Well, the Senate anyway. There probably won't be much happening.
An expansion of unemployment benefits, maybe. Almost certainly nothing for car makers.
They're been trying to make their case for a bailout for weeks now, without much success. That's prompted serious discussion of what a bankruptcy might look like.
We asked Ashley Milne-Tyte to explore the ins and outs of Chapter 11.
If bankruptcy is about slimming down, many say GM can afford to lose a lot of weight. Peter Brown is editorial director of Automotive News.
Peter Brown: If it was a perfect world you, could make all kinds of long-term liabilities disappear. Right now, they have, of course, contracts with all these thousands of car dealers -- in GM's case 7,000 -- and they can't get rid of them.
Because, he says, state laws lock them into those relationships. He says the company also has too many brands and benefits for hundreds and thousands of retirees and employees. In theory, Brown says, that could all disappear in Chapter 11. Rebecca Lindland is an auto analyst with IHS Global Insight. She says going into bankruptcy would destroy the company's turnaround plans, which she says had been working until the credit crunch hit.

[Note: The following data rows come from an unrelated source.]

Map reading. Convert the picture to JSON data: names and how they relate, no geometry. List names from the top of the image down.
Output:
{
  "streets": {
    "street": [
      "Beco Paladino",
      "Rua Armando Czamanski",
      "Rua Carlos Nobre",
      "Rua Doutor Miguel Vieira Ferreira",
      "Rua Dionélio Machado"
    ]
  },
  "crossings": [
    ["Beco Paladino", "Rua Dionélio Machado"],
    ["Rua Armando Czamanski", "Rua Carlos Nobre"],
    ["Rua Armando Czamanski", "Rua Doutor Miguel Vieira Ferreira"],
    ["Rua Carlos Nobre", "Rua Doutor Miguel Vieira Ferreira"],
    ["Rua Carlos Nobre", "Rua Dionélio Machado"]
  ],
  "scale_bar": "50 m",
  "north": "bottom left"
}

Rebecca Lindland: So, now they have to deal with a whole new problem of gong through bankruptcy court, of renegotiating all those dealership agreements, of laying off tens of thousands of employees. Their suppliers then go into bankruptcy.

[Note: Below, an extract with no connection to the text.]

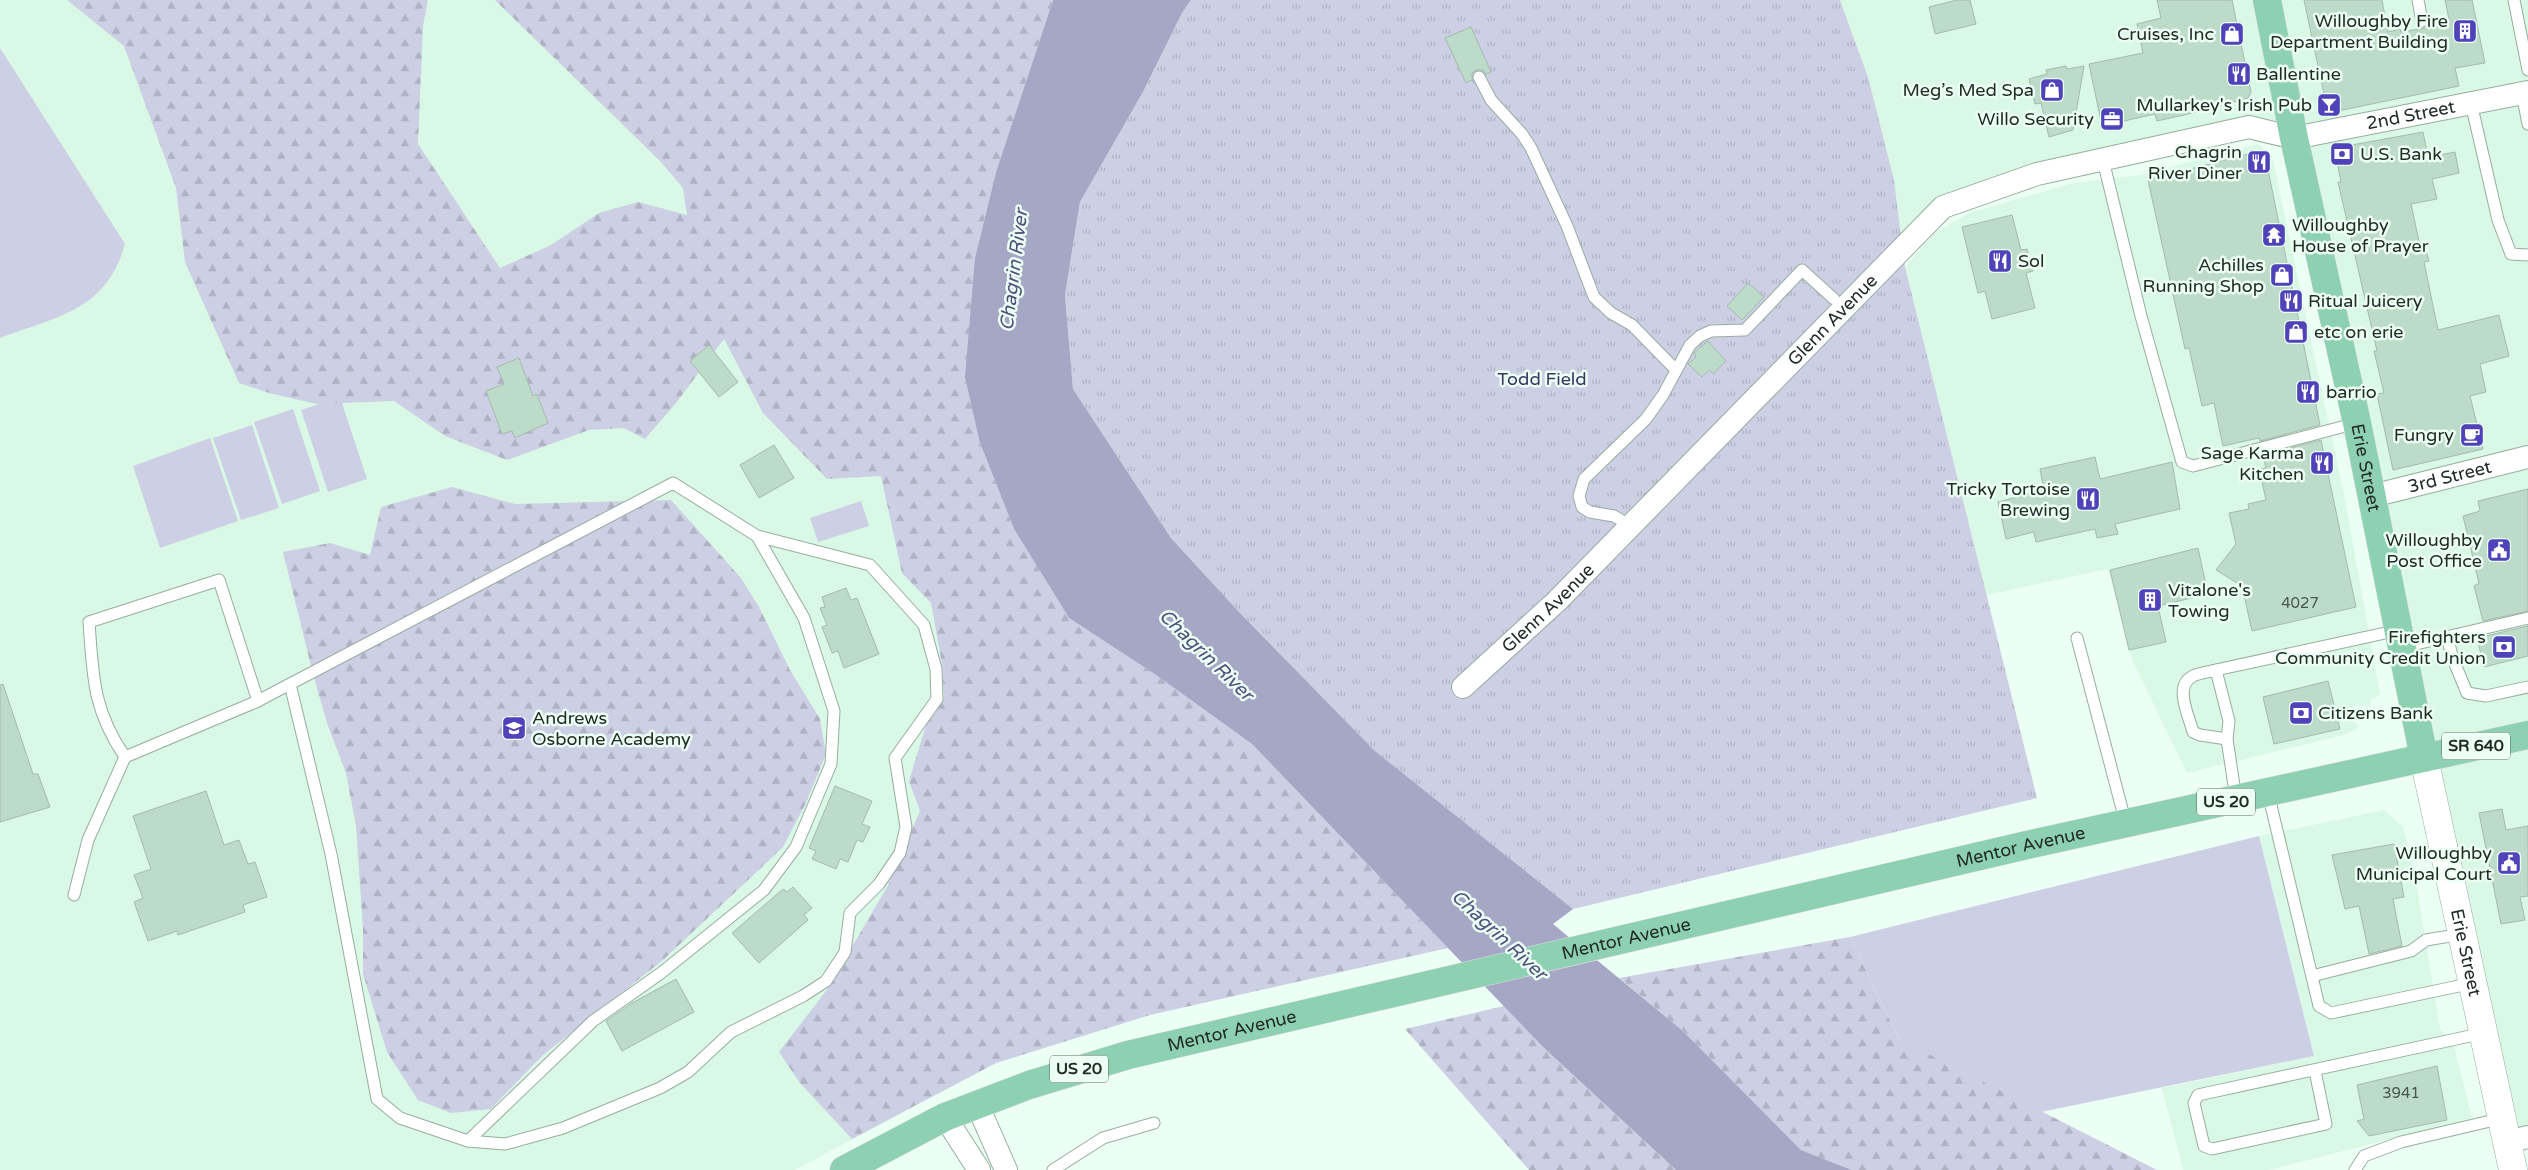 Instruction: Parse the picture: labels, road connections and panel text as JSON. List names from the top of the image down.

Then there's the consumer's reaction. Peter DeLorenzo publishes AutoExtremist.com. He says a car company in Chapter 11 isn't the same as an airline in Chapter 11 that people are still happy to fly. That's a service he says, whereas a GM car is an expensive product.
Peter DeLorenzo: I think it's a gut reaction on consumers' part that they're not gonna spend this kind of money and they're not quite sure if that car company is going to be around down the road, and they're concerned about parts and service.
Plus, he says, a car can confer a certain cachet. He doubts many consumers will want to associate themselves with a brand in bankruptcy.
In New York, I'm Ashley Milne-Tyte for Marketplace.